• _WHAT IS BEING ASKED_
Report the lines of the material that carry the string "paths".

• _RAW DATA_
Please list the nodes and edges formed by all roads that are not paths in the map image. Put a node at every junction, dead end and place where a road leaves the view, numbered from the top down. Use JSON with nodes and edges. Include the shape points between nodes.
--
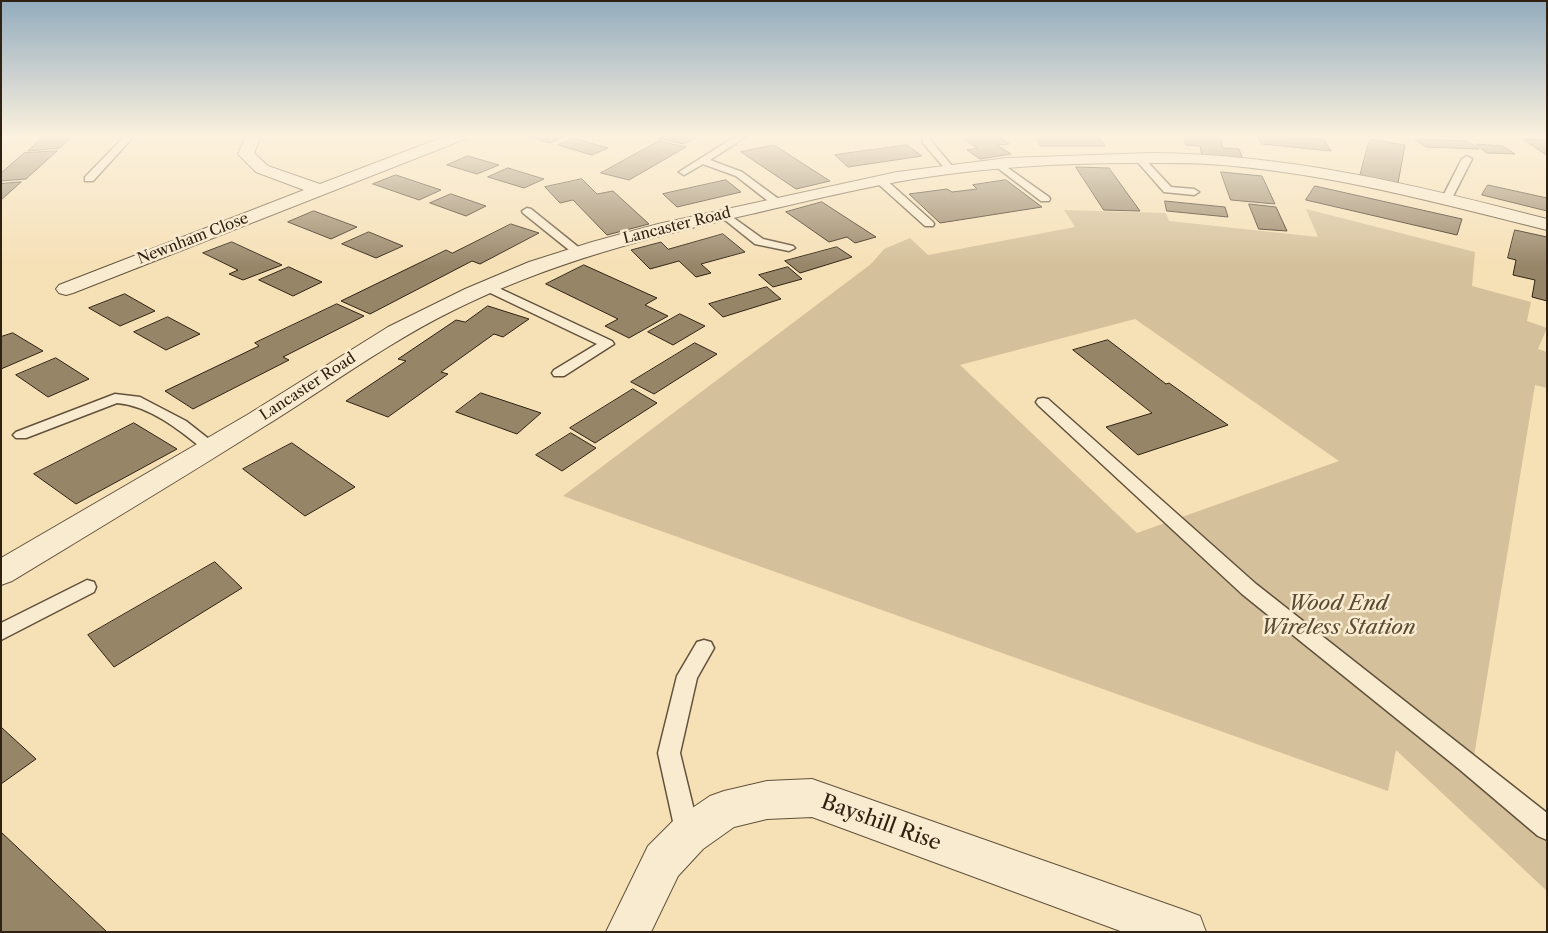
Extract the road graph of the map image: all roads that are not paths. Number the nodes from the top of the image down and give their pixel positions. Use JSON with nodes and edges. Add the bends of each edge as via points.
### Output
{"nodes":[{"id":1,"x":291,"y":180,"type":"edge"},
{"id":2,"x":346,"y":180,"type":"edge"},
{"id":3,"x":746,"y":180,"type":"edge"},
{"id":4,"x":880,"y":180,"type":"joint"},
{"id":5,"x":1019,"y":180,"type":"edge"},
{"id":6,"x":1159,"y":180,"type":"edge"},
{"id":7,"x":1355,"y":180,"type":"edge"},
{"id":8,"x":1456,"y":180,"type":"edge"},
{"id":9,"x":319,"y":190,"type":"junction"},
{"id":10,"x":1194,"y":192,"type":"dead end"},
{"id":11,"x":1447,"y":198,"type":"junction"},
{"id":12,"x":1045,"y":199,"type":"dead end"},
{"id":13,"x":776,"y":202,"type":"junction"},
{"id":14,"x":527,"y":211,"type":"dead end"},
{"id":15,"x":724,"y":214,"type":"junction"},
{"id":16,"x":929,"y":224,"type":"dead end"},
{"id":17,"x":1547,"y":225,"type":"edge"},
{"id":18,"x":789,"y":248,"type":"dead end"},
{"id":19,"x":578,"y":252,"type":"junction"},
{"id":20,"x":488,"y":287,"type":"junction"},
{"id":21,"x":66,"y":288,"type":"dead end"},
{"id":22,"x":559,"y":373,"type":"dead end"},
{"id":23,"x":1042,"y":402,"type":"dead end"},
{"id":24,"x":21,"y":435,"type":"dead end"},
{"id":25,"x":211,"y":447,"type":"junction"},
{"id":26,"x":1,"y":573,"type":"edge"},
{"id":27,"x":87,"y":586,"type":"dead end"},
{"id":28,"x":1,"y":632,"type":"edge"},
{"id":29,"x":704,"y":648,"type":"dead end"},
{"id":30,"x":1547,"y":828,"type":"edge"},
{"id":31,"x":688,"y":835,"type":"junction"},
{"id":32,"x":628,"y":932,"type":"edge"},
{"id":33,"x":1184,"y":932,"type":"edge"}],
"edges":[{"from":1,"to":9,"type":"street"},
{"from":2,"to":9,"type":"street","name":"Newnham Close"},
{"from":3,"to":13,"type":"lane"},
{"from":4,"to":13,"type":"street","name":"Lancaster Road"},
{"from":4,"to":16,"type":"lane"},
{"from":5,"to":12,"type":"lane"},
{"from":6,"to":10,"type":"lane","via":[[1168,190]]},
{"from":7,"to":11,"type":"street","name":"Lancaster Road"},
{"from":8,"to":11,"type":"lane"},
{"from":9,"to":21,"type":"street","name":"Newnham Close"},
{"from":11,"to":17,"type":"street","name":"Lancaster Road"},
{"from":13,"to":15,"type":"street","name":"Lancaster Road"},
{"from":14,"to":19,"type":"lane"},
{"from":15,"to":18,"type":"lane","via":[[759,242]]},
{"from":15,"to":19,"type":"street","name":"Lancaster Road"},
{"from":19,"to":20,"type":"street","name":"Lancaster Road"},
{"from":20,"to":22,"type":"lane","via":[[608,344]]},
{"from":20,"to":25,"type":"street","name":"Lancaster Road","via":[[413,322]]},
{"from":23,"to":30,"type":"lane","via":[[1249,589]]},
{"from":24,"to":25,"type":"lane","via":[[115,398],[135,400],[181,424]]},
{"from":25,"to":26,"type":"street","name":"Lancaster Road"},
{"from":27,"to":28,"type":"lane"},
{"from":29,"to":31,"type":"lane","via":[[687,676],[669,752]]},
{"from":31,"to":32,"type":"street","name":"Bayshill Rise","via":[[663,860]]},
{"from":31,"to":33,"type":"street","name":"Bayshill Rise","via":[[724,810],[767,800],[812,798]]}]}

• _RESULT OF THE TASK_
Please list the nodes and edges formed by all roads that are not paths in the map image. Put a node at every junction, dead end and place where a road leaves the view, numbered from the top down. Use JSON with nodes and edges. Include the shape points between nodes.
Extract the road graph of the map image: all roads that are not paths. Number the nodes from the top of the image down and give their pixel positions. Use JSON with nodes and edges. Add the bends of each edge as via points.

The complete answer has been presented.